L’inventaire du couvent eut lieu le 5 mai 1790, à huit heures du matin. Il démontra la pauvreté de la Communauté : elle ne possède en fait de draps que 4 paires et demi. Chacun des religieux peut disposer de ses vêtements et de quelques objets, «chemises de laine, manteaux, habits, sandales, mouchoirs, livres, papier, cages à oiseaux» plus la paillasse de leur lit, leurs couvertures, leur «cuisine» (quelques pauvres ustensiles) et une chaise.
Mais en février 1791, les administrateurs de Guingamp apprennent que trois ex-Capucins ont dégarni «les chambres de l’infirmerie, emporté des effets de sacristie comme aubes, purificatoires, corporaux, nappes d’autel et qu’ils sont susceptibles si cela est possible soit de rendre ce qu’ils ont pris, soit d’en voir la valeur retenue sur leur traitement.»
Les Capucins à Parc-Marvail
Les Capucins sont revenus à Guingamp en 1947. A l’époque, les religieuses Rédemptoristines, installées à Parc-Marvail, avaient décidé de quitter la ville. La maison se libérait donc et les Capucins en profitèrent. Le site de Guingamp fut choisi en raison de sa situation centrale en Bretagne.
Depuis cette date, le nombre des religieux a varié entre 6 et 12. Dans les premières années, les Capucins prêchaient des missions dans les paroisses et se déplaçaient beaucoup dans toute la Bretagne. Les activités des Frères sont dans la droite ligne de celles de leurs anciens. Ils pratiquent en communauté la messe, la prière et la méditation, ils assurent les confessions et la direction spirituelle.
Ils animent le Tiers ordre qui s’appelle désormais «Fraternité franciscaine laïque». Ils prêchent des retraites, des missions et sont en relation avec des missionnaires à l’étranger. Comme autrefois, ils sont frères quêteurs, fidèles à l’idéal franciscain et à une vie simple et austère.

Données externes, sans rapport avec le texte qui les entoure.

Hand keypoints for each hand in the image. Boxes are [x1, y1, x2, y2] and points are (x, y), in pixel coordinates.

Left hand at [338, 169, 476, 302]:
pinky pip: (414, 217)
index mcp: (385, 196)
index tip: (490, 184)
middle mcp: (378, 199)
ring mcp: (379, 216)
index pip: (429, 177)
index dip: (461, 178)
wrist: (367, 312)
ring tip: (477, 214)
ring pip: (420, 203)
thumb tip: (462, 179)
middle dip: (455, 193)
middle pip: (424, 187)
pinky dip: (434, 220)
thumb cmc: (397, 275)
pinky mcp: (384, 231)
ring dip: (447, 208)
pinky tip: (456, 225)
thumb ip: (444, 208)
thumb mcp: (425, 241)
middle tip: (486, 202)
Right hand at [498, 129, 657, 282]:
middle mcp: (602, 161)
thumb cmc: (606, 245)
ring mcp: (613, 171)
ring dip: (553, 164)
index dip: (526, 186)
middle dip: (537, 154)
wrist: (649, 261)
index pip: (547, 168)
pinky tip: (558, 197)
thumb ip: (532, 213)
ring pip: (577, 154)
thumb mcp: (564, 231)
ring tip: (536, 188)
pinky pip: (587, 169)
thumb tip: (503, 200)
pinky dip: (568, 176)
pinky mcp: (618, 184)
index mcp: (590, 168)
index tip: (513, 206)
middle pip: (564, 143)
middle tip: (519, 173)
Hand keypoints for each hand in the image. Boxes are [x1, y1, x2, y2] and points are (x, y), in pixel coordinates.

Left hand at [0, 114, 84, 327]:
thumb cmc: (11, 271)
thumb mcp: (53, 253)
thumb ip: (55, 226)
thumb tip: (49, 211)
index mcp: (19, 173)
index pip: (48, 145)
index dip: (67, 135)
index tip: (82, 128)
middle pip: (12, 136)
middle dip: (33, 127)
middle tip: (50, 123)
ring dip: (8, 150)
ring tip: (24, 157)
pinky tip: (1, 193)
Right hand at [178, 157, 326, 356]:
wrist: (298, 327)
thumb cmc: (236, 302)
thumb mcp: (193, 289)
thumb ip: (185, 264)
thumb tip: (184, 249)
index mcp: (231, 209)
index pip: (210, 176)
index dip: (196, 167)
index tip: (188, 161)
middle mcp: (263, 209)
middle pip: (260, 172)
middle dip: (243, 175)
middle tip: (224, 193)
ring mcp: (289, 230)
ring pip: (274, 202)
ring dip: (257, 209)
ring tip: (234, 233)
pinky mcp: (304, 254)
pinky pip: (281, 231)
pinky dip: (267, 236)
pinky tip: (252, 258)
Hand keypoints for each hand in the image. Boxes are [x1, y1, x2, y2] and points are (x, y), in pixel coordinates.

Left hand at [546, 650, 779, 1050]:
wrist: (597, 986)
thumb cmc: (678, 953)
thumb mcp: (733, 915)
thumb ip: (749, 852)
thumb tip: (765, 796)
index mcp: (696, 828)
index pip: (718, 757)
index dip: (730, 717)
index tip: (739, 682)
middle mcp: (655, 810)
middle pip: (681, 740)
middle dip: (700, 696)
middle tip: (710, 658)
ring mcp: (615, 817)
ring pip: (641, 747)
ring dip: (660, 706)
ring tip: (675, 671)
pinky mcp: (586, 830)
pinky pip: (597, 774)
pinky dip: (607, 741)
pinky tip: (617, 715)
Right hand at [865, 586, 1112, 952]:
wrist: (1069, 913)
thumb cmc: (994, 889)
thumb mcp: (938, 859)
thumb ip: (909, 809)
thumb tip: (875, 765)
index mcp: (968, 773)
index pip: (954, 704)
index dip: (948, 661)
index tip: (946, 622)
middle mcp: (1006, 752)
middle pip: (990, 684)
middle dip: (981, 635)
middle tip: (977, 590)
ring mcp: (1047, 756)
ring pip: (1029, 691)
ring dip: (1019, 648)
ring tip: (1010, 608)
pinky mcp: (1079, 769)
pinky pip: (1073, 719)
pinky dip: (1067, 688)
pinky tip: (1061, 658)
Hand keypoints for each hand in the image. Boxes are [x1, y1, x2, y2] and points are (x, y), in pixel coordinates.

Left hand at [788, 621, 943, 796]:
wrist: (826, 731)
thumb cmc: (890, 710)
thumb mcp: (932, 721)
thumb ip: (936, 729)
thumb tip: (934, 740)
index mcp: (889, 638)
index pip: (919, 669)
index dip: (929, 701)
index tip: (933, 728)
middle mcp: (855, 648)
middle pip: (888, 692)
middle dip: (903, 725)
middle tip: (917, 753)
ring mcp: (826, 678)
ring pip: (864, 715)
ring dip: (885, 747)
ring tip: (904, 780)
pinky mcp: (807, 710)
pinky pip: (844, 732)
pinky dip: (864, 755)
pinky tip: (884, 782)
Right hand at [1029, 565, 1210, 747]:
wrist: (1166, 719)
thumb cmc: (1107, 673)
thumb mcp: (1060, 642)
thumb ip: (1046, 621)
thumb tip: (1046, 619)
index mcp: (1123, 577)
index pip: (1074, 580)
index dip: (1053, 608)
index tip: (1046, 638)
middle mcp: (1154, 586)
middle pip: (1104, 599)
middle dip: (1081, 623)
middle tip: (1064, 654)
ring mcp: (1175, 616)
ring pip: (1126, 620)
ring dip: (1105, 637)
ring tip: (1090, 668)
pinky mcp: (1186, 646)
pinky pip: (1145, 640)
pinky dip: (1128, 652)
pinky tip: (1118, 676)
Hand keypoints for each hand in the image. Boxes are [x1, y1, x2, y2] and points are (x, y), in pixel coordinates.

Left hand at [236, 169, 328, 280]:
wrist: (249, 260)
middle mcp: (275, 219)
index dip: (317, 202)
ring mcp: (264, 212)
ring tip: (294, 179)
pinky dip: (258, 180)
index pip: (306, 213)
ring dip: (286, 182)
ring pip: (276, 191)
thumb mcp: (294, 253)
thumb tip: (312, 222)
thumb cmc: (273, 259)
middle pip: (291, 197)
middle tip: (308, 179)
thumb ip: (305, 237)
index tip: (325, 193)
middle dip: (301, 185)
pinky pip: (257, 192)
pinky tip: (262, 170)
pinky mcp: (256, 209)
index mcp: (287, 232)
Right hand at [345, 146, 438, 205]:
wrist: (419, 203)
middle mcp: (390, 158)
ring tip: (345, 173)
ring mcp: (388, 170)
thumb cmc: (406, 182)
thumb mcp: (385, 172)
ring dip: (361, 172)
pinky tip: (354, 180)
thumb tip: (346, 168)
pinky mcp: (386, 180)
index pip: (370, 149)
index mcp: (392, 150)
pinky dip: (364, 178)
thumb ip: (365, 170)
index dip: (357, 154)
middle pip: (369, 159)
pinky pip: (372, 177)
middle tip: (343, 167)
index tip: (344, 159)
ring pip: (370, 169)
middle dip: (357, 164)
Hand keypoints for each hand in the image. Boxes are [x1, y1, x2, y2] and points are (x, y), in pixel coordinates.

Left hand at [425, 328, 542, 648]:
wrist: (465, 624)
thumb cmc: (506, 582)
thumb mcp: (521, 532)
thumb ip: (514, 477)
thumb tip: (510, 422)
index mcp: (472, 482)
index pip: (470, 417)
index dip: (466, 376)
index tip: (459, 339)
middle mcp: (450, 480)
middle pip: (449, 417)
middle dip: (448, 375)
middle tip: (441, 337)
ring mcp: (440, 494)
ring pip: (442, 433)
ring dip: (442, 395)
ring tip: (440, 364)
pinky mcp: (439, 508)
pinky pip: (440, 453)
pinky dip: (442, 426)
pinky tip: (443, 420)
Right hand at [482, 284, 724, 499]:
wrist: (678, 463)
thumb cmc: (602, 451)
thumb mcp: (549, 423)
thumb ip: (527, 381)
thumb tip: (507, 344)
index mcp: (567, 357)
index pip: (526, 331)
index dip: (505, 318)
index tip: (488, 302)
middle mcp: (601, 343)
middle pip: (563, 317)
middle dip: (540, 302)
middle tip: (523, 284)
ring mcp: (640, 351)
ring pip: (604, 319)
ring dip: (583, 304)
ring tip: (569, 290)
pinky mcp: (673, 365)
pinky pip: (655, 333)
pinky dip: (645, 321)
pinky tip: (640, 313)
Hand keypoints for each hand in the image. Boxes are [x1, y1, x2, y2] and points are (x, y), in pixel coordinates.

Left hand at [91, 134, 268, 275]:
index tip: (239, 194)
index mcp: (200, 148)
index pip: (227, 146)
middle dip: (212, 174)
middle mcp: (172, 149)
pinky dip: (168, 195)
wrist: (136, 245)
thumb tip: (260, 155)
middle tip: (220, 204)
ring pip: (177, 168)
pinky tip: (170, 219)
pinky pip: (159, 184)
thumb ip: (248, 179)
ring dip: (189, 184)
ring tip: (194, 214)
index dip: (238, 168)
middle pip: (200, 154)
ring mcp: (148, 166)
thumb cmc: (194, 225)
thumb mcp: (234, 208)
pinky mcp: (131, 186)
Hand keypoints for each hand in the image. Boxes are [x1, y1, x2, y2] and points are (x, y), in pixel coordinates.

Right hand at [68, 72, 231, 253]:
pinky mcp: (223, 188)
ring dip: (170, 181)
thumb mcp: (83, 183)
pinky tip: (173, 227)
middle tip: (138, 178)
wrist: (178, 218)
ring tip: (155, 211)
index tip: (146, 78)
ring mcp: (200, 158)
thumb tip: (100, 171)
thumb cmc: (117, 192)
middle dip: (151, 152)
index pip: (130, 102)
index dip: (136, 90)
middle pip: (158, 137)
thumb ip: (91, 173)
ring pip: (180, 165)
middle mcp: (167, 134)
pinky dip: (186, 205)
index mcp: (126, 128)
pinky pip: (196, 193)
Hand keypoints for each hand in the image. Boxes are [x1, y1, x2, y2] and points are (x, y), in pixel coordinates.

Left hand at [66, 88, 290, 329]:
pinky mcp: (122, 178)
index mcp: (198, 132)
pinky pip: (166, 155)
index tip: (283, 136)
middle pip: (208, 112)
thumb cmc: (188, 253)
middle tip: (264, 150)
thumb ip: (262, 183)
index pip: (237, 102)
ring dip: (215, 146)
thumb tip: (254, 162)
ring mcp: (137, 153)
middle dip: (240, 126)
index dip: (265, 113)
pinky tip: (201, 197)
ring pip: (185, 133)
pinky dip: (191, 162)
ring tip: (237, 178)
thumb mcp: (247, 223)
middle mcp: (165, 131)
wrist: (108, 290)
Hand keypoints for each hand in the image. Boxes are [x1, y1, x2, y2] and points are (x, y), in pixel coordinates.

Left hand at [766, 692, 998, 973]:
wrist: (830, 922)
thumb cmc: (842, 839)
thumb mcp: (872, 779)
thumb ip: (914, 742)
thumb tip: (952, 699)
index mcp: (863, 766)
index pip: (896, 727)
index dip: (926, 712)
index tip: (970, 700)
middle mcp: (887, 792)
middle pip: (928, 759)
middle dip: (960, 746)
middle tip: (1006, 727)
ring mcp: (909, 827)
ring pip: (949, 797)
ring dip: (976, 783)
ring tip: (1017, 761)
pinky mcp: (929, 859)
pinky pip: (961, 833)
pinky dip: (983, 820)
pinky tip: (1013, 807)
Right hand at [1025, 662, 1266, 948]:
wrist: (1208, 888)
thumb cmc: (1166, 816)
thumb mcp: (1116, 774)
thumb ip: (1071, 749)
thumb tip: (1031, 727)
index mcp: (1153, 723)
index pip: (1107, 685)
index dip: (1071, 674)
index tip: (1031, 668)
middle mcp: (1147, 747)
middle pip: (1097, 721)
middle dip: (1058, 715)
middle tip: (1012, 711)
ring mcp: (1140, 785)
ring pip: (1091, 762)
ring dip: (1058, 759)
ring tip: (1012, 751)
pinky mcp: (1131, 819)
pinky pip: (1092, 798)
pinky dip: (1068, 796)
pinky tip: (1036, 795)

[1] Le nombre de religieux et surtout d’ordres mendiants ne pouvait excéder les possibilités financières d’une cité et ne peut manquer de susciter les réserves tant des autorités civiles que du clergé séculier et des monastères déjà présents. De plus, le Père Maunoir aura, dans chaque paroisse, un «bureau pour les pauvres» qui ne pouvait manquer de limiter le résultat des quêtes des ordres mendiants.
[2] Guérison qui ne l’empêcha pas de décéder l’année d’après.
[3] Aujourd’hui, le bâtiment le plus ancien du lycée Notre-Dame.
[4] Avant la généralisation des tabernacles sous l’influence des franciscains, les hosties consacrées étaient conservées dans un «sacraire» : niche aménagée dans le mur et fermée d’une porte.